Era mejor así. Podía detenerse en las pequeñas aldeas que rodeaban Vallabrix, como St-Quentin-la-Poterie, St-Victor-des-Quies o St-Hippolyte-de-Montaigu, y charlar con los tenderos, cuyo aspecto era el de aquellos que regentaban las tiendas cuando él había partido, y que probablemente eran sus descendientes, o tal vez incluso las mismas personas; hablaban un francés más anticuado y estable, y él les traía sin cuidado, absortos como estaban en sus conversaciones, en sus vidas. Él no significaba nada para ellos y por esa razón los veía tal cual eran. Ocurría lo mismo en las callejas estrechas, pobladas de gentes de aspecto pintoresco: la sangre norteafricana se esparcía entre la población como mil años antes, durante la invasión sarracena. Los africanos afluían en tropel cada mil años más o menos, y eso también era Provenza. Las mujeres jóvenes eran hermosas: recorrían las calles graciosamente, en grupos, con sus aún brillantes cabelleras negras flotando en el polvoriento mistral. Aquéllas habían sido las aldeas de su juventud. Carteles de plástico polvorientos, todo astroso y ruinoso...

Oscilaba constantemente entre familiaridad y alienación, memoria y olvido, sintiéndose cada vez más solo. Entró en un café y pidió casis, y al primer sorbo se recordó sentado en ese mismo café, a esa misma mesa, frente a Eve. Proust había identificado acertadamente el gusto como el principal agente de la memoria involuntaria, porque la memoria a largo plazo se fija, o al menos se organiza, en la amígdala, justo encima del área del cerebro relacionada con el gusto y el olfato. Y por eso los olores estaban profundamente ligados con los recuerdos y con la red emocional del sistema límbico, y conectaban ambas áreas; de ahí la secuencia neurológica, el olor que desencadenaba el recuerdo que desencadenaba la nostalgia. Nostalgia, un intenso anhelo del pasado, deseo del pasado, no porque haya sido maravilloso, sino simplemente porque ha sido y ha pasado. Recordaba el rostro de Eve, hablando en aquella sala atestada, frente a él, pero no lo que decía ni por qué estaban allí, naturalmente. Sólo un momento aislado, una espina de cacto, una imagen iluminada un instante por un relámpago que luego desaparecía; y siempre sin poder precisar el contexto, por más que lo intentara. Todos sus recuerdos eran así; eso eran los recuerdos cuando envejecían lo suficiente, relámpagos en la oscuridad, incoherentes, casi absurdos, y sin embargo cargados a veces de un dolor impreciso.

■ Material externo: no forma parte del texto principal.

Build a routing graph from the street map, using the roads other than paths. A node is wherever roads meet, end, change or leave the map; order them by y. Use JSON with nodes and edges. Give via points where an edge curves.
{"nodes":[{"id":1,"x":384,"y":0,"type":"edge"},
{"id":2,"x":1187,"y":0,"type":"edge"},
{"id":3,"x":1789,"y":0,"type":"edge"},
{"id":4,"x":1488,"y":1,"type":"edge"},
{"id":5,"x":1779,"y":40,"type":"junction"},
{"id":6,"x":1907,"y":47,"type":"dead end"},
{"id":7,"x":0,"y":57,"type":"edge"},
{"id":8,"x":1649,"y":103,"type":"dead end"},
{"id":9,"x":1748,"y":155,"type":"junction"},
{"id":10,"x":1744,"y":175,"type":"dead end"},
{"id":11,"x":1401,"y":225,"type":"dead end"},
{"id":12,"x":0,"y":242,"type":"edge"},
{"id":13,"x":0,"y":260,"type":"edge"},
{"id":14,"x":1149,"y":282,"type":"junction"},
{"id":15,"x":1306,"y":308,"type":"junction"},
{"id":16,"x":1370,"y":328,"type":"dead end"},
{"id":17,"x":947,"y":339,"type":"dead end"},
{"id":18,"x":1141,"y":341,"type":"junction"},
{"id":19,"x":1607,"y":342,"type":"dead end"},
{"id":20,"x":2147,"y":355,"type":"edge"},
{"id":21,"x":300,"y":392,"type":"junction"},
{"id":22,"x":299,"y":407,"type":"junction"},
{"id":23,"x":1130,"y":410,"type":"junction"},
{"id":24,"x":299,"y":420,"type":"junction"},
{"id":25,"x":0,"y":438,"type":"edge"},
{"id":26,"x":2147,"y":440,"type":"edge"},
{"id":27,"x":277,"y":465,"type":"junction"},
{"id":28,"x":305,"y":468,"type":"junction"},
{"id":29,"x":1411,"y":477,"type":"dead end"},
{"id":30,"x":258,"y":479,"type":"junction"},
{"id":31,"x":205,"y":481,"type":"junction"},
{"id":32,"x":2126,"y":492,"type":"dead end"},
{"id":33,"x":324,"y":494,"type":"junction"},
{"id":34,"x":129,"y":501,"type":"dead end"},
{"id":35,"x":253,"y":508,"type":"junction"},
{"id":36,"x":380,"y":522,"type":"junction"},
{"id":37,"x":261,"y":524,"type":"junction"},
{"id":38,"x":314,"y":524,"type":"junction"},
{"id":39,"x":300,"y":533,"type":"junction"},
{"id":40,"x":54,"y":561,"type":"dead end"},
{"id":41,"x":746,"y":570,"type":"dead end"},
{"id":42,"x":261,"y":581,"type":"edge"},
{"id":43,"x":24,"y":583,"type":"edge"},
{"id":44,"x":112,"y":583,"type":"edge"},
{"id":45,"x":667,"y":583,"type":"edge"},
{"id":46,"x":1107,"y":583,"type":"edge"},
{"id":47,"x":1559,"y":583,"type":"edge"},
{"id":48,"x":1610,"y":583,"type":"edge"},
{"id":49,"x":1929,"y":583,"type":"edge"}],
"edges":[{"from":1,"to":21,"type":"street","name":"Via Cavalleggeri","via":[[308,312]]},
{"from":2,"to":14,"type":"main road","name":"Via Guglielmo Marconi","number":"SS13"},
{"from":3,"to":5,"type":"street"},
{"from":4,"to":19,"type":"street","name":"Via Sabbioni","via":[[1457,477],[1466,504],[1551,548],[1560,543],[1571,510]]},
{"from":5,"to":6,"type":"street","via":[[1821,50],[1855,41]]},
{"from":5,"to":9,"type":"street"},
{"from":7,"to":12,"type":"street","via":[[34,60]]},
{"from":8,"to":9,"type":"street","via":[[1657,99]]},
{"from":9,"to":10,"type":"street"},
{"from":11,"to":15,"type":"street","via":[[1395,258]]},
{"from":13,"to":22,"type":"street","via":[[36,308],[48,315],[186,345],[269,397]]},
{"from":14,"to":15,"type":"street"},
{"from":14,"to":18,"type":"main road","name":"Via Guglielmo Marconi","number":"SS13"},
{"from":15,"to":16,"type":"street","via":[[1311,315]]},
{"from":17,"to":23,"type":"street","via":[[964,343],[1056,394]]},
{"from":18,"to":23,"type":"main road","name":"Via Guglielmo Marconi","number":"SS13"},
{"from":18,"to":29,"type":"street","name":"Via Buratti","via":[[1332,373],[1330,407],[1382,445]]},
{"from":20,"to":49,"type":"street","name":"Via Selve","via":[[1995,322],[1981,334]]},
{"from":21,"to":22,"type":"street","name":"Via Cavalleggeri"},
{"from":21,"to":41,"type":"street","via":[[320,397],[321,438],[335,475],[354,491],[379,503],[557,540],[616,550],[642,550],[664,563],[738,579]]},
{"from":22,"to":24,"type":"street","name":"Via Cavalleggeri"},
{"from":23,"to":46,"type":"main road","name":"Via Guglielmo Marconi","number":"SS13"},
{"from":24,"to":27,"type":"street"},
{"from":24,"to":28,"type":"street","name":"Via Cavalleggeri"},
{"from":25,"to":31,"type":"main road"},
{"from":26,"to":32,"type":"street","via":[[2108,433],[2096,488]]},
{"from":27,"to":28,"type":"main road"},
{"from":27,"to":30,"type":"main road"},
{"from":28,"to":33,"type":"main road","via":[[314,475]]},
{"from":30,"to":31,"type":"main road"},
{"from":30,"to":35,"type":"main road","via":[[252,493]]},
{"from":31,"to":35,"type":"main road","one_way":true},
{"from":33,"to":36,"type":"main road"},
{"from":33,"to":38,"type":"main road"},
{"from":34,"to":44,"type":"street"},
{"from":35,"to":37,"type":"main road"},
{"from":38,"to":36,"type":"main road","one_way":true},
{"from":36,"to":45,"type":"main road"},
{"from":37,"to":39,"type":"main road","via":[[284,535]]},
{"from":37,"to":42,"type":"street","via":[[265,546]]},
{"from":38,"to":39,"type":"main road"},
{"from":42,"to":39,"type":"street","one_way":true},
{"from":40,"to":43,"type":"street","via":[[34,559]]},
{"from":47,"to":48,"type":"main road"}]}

Salió con paso torpe del café de su pasado, se metió en el coche y regresó a casa por Vallabrix, bajo los grandes plátanos de Grand Planas, regresó al
mas
semiderruido, sin darse cuenta. Subió la pendiente, sin poder evitarlo, como esperando que la casa hubiese vuelto a la vida. Pero seguía siendo la misma ruina polvorienta junto al olivar. Y se sentó en el muro, sintiéndose vacío.

Aquel Michel Duval ya no existía. El actual también desaparecería. Viviría otras reencarnaciones y olvidaría aquel momento, sí, incluso aquel doloroso momento, así como había olvidado todo lo vivido en aquel lugar en el pasado. Flashes, imágenes: un hombre sentado sobre un muro derruido, ningún sentimiento. Nada más. Y el Michel de ahora desaparecería también.